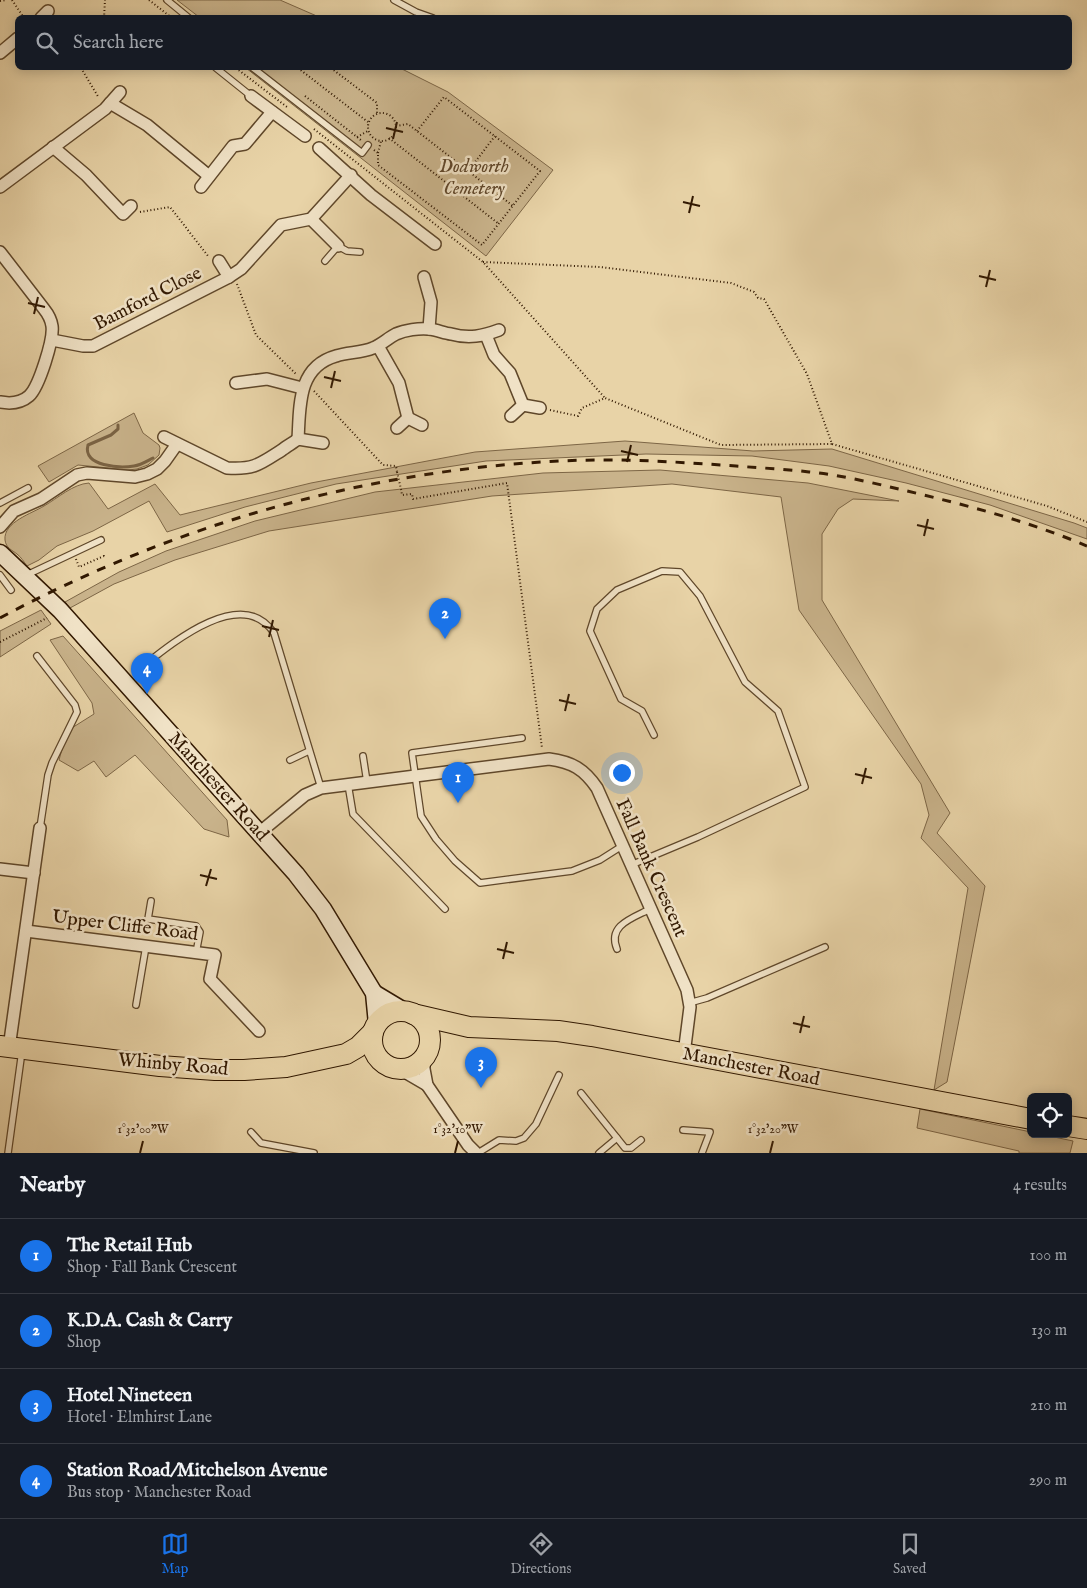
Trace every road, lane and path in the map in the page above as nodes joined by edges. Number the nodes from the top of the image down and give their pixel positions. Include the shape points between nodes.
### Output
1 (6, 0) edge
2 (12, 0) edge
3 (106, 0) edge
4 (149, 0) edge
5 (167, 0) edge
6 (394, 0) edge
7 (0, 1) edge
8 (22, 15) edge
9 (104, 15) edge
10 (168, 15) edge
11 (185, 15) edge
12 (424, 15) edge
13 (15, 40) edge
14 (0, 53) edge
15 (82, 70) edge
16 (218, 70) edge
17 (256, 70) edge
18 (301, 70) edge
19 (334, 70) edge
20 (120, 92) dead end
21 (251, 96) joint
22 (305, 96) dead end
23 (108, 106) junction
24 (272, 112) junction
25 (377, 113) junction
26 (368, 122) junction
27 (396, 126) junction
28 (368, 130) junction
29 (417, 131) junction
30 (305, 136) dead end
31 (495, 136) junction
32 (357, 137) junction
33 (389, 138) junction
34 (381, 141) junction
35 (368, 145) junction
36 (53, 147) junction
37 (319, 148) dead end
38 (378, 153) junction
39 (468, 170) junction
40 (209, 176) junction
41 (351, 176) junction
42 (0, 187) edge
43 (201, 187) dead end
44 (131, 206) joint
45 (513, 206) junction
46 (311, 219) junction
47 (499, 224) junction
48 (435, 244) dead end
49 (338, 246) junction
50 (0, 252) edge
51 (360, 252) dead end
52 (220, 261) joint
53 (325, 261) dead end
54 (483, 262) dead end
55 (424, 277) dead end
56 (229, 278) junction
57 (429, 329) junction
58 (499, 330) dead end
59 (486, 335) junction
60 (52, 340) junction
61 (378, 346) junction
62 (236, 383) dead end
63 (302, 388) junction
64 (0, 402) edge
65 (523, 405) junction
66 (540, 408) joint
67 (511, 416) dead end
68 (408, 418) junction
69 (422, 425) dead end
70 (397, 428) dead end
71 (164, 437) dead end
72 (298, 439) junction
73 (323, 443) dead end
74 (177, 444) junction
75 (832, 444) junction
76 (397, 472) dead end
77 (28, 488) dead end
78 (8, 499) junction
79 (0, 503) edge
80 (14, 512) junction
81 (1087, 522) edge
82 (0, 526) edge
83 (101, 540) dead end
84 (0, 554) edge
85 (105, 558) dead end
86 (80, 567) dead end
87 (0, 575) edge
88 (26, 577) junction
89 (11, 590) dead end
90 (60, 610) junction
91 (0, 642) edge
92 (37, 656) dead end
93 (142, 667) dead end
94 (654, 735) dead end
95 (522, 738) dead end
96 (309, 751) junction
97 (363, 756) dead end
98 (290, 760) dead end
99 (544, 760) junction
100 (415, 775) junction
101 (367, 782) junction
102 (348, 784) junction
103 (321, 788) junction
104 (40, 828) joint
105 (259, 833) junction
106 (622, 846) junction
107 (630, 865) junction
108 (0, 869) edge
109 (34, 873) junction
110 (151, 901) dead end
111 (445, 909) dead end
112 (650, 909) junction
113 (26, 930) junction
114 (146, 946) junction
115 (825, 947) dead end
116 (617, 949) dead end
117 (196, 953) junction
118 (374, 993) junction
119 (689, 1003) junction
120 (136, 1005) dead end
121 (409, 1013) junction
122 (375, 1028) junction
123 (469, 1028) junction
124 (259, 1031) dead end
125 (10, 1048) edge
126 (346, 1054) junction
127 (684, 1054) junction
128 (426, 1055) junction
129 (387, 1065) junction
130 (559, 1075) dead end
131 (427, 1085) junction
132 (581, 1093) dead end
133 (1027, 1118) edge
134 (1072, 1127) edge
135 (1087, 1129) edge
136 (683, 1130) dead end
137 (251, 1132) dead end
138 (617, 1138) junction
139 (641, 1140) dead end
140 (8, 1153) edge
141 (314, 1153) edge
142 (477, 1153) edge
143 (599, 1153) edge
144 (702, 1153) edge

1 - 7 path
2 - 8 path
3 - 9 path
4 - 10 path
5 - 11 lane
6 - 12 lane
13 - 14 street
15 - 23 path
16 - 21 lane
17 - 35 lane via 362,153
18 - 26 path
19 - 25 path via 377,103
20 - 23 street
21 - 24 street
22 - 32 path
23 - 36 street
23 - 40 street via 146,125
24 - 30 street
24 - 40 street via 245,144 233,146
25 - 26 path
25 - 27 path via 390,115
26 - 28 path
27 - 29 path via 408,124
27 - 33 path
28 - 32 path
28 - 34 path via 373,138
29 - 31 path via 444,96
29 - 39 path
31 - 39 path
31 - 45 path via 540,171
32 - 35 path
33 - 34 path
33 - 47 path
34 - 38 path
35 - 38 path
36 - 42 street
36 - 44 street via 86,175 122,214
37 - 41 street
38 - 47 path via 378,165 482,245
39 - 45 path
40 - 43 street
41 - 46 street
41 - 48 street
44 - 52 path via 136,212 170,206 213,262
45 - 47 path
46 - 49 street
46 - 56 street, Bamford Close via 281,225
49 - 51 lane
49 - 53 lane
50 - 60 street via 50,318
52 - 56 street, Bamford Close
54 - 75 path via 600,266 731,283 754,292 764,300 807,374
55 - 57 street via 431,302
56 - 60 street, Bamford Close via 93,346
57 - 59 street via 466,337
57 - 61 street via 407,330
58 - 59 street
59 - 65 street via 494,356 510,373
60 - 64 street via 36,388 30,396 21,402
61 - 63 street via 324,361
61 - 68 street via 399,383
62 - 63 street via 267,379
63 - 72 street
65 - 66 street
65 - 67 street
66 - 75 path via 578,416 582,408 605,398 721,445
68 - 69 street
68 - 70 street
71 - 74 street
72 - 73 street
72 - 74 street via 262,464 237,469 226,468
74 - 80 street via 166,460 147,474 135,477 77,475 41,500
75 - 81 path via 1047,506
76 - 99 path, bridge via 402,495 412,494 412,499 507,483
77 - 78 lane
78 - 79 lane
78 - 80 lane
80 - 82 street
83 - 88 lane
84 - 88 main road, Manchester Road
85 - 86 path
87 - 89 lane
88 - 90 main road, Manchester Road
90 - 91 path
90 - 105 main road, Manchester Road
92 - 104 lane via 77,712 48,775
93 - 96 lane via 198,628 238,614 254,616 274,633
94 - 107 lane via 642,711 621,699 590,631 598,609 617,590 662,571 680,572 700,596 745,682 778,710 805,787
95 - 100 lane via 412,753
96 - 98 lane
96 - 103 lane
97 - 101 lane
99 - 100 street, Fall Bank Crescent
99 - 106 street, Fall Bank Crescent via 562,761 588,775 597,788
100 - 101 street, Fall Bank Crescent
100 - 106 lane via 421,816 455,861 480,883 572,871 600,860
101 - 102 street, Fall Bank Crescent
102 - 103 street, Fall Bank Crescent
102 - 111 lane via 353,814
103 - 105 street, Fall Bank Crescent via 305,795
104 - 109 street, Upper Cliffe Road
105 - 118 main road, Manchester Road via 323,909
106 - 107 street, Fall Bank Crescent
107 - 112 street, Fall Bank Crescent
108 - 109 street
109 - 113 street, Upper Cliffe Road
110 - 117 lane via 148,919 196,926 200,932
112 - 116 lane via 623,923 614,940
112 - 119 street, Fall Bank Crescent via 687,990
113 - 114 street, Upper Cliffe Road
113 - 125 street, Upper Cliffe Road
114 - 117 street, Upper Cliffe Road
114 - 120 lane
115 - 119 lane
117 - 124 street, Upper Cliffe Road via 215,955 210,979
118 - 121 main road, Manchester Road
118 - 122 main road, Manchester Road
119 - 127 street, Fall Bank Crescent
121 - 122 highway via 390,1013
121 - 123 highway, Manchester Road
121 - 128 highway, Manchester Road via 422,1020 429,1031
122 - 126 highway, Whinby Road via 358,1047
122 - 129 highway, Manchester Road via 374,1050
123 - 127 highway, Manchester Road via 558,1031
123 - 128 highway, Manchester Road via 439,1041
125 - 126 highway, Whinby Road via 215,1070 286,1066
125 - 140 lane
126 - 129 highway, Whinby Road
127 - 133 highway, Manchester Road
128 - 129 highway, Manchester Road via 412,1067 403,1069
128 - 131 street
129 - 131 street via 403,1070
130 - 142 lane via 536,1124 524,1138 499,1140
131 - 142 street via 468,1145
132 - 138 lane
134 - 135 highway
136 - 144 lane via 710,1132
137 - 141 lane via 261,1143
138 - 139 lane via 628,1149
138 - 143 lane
§
(Task details) I need the number of lines in the entries that include "joint"; please give that number and nothing else.

(Exercise solution) 5